Stay low, keep hidden.
Then he made his way toward the bunkhouse.
Trask frowned in annoyance at the breach of radio silence but acknowledged the importance of the news. The chopper wouldn't carry many men, but it would wake those within the bunk-house. Time to go. He nodded once to Mathers, pulled the pin from the bomb and lobbed it through the window. A second later there was a second crash as an identical bomb spiraled in through the opposite door.
There was a muffled bang, and then a hiss of escaping gas as the canisters expelled their noxious cargo.
Then the shouting started.
Trask and Mathers jumped back and raised their weapons; anybody leaving the building was going to have one hell of a surprise. Tendrils of gas crept out through the broken glass and drifted in the still air. Then the door burst open and men came stumbling out, clutching their faces, choking and gagging.
There was no mercy.
The rattle of automatic fire filled the air and the soldiers dropped like stones. They never stood a chance.
In seconds the building was clear, nothing moved in or around the bunk-house. Sixteen men lay dead and dying, their bodies crowding the shattered doorways. Trask lowered his weapon and listened; the chopper was closer now, much closer. They needed to be gone.
Then one of the out-house doors burst open and one man surged from within, screaming obscenities and clutching a pistol.
He didn't last long.
A single, silencer shot to the back of the head took him out instantly. As he pitched forward, his arms outstretched, the shape of Lucas Bishop became apparent behind him, his pistol still smoking.
"Suggest we beat a hasty retreat, sir," said the ever-calm Sergeant. "That chopper's less than a minute or two away from landing. We can scoot round the western perimeter without them seeing us."
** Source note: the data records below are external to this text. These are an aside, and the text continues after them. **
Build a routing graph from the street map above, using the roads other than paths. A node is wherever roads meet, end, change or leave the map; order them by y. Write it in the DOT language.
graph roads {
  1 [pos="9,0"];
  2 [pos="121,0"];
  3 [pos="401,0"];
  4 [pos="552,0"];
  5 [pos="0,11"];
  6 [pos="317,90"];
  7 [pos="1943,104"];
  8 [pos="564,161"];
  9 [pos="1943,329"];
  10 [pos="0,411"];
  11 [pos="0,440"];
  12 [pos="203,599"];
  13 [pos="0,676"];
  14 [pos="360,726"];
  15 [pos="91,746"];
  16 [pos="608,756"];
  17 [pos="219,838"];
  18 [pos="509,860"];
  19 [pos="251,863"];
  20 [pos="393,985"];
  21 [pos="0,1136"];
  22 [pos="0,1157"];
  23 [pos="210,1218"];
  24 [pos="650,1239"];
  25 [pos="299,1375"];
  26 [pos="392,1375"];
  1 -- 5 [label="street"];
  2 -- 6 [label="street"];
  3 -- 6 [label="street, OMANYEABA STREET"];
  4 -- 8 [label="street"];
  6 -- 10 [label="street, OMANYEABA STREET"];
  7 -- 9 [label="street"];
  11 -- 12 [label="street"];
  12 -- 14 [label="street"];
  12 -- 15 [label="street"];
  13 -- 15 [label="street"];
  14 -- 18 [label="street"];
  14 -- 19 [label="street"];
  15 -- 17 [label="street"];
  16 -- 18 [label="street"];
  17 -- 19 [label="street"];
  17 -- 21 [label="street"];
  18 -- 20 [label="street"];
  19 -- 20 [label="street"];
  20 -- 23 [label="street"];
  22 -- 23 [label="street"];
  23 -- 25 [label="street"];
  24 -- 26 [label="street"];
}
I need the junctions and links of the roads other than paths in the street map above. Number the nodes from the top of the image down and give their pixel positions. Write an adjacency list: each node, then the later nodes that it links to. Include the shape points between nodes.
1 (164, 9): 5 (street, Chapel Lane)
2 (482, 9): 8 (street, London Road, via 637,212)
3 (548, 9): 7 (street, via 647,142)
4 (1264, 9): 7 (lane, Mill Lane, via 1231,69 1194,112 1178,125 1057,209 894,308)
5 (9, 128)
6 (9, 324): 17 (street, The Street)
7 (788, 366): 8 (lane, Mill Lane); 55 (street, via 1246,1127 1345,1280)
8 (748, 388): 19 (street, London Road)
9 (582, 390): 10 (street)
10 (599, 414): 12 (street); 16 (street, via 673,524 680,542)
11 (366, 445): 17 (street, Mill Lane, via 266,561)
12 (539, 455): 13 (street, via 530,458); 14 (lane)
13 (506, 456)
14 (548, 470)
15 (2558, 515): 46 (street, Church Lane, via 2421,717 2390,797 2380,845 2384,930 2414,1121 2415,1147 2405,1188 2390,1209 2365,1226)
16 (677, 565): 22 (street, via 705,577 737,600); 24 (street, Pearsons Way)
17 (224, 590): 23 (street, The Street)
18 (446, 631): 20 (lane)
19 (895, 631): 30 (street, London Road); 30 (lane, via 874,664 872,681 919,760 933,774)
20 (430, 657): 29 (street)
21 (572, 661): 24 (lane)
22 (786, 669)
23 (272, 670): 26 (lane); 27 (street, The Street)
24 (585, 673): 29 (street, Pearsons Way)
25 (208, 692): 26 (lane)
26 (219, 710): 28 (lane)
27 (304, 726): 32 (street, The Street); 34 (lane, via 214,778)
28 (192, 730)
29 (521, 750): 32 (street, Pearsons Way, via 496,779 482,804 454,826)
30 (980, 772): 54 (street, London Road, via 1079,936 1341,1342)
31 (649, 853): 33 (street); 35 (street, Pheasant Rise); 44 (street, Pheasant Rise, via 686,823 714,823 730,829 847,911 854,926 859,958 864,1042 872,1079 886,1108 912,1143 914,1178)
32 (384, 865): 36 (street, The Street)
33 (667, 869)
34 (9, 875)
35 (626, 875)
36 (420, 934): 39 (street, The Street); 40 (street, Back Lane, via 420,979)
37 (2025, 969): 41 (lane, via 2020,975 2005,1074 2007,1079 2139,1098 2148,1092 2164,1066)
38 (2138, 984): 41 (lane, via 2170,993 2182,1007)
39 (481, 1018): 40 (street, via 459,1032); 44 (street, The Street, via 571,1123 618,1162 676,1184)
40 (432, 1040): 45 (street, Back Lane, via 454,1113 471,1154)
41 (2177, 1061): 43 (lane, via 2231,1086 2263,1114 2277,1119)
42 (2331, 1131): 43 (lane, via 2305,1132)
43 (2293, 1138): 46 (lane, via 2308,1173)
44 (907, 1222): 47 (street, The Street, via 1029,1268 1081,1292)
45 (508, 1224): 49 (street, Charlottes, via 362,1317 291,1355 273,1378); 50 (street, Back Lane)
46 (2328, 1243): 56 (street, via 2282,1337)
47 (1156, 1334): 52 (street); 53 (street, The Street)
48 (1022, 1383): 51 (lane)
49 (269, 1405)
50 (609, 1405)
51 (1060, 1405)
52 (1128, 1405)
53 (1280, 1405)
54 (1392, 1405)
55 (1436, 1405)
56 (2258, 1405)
Trask turned and looked down at the body of the man who had almost killed him, then up at the sergeant.
"You left your post soldier," he said to Bishop, though the tiny upturn at the corner of his mouth revealed that Sergeant Bishop wouldn't be getting a reprimand any time soon.
Mathers joined them followed shortly by Klusky who had stashed the appropriate paperwork among his kit.
"Let's get the hell out of here."
The four soldiers swept around the perimeter, keeping low and using the vegetation to hide their movements from the approaching helicopter. A minute later and they had joined Green at his position.
Trask glanced over at Bishop.
"Wait until they are on the ground."
He snapped a sharp salute and slid the pistol back into its holster. Unslinging the automatic from around his shoulder, he dropped to his belly and inched forward until the helicopter was in his sights.
"One minute to detonation," said Green, urgently.
"You should all go," said Bishop. "My aim is better and you know how good I am at withstanding blast zones."
He paused, as though realising he had just said something he shouldn't have, then shook his head.
Trask only paused a second before nodding and waving the squad back. Their evacuation zone was a half hour march away across difficult terrain. Bishop would have to catch up.
"See you at the Evac sergeant, get the job done and get out."
Then they melted back into the steaming jungle.